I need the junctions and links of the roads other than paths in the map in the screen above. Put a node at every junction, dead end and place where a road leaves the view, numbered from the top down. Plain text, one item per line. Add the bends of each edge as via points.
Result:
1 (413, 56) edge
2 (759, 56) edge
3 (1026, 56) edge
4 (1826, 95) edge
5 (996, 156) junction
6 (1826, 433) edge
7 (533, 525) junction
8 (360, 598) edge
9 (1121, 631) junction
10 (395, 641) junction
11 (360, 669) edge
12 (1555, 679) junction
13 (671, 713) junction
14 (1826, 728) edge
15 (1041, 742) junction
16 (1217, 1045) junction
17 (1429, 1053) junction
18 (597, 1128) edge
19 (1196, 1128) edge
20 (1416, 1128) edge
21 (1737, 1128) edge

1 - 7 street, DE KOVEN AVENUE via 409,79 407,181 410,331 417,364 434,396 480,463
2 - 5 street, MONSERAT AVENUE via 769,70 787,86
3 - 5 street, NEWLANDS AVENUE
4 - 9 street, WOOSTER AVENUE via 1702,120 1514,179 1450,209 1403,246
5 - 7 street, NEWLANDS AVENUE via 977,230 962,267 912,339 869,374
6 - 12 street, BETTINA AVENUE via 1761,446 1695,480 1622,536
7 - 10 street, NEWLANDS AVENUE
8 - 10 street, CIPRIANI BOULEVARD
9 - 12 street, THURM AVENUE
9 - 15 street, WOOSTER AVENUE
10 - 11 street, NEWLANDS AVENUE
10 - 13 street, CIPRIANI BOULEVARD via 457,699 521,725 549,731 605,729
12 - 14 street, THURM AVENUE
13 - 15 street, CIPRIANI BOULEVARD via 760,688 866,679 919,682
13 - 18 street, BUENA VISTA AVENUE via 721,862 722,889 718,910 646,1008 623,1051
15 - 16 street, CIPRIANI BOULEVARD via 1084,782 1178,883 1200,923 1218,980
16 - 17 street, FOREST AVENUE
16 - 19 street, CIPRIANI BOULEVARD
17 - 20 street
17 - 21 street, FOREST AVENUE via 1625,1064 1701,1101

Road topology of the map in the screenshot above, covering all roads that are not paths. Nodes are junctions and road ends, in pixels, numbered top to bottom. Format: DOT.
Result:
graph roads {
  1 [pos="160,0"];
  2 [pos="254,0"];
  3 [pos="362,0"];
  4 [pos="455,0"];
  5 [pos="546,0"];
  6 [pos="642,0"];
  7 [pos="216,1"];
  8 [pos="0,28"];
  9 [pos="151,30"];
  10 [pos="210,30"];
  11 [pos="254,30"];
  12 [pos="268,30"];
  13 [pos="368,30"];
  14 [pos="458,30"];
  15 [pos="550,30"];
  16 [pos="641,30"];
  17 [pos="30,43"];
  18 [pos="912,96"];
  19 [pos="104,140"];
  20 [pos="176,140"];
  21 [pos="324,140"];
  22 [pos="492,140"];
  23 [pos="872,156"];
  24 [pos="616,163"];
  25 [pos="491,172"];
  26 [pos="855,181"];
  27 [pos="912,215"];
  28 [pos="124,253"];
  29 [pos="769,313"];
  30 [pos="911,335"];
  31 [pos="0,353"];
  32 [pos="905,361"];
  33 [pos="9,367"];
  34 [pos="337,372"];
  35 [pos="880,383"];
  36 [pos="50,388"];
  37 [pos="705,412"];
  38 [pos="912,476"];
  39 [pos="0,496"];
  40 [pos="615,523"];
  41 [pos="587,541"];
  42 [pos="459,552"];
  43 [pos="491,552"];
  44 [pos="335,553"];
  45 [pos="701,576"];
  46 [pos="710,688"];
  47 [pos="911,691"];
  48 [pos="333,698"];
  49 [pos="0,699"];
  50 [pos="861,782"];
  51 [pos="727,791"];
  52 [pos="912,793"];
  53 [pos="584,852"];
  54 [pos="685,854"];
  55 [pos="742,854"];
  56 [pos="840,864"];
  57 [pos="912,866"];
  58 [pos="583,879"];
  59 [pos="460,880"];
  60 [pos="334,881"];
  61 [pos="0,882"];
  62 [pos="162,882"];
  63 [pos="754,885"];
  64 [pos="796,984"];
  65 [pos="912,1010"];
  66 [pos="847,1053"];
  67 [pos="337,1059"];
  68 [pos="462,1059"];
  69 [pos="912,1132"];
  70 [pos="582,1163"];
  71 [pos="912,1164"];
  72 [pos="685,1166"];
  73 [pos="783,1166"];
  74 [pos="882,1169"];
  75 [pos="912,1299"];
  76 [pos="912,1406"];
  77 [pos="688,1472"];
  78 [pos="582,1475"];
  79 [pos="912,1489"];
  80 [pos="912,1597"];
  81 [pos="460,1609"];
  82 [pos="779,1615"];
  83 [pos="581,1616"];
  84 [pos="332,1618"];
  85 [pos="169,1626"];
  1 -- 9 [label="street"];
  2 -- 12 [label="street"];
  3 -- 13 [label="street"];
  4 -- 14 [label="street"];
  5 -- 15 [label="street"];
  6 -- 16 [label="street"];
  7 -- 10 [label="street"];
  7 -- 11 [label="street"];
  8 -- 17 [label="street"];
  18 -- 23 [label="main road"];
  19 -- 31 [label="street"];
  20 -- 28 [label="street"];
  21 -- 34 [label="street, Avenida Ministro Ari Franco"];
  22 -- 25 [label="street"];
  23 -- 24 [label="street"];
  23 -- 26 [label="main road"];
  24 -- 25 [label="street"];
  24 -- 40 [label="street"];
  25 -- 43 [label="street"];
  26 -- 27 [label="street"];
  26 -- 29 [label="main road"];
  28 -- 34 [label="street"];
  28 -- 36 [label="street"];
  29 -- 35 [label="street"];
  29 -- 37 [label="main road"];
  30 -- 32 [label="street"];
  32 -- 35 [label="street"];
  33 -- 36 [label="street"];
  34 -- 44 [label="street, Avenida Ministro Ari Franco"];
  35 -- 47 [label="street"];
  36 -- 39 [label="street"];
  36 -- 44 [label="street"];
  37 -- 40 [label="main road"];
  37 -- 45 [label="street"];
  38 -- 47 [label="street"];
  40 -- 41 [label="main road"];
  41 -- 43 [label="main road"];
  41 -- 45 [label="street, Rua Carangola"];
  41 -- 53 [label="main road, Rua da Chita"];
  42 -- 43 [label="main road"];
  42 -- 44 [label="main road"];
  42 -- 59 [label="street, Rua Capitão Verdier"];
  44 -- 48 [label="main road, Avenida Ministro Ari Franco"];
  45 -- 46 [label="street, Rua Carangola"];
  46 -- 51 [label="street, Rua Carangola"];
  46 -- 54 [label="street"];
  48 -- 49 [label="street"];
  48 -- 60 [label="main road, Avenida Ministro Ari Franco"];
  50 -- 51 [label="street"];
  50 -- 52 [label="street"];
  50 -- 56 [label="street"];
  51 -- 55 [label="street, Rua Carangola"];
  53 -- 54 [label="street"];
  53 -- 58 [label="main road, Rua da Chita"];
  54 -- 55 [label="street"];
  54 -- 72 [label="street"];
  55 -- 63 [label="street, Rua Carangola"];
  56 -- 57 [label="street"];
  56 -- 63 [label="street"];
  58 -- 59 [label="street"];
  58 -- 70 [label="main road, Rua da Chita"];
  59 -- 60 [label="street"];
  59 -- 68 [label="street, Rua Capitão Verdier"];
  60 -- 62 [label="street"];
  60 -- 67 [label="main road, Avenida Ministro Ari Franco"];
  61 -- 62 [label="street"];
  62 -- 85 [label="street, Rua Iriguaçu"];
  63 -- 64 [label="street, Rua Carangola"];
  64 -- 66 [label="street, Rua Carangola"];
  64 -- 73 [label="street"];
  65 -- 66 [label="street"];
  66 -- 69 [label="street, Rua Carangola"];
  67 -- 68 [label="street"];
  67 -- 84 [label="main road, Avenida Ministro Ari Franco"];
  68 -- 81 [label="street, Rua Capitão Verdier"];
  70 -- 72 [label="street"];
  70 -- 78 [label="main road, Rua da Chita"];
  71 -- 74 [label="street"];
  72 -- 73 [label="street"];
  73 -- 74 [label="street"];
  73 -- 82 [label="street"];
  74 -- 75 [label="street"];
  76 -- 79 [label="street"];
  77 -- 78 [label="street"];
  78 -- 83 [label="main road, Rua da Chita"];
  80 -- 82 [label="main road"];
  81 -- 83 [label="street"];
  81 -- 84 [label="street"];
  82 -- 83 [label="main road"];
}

● **What to do**
Every line with the word "paths" in it should be copied from the listing above.

● **Result of this exercise**
I need the junctions and links of the roads other than paths in the map in the screen above. Put a node at every junction, dead end and place where a road leaves the view, numbered from the top down. Plain text, one item per line. Add the bends of each edge as via points.
Road topology of the map in the screenshot above, covering all roads that are not paths. Nodes are junctions and road ends, in pixels, numbered top to bottom. Format: DOT.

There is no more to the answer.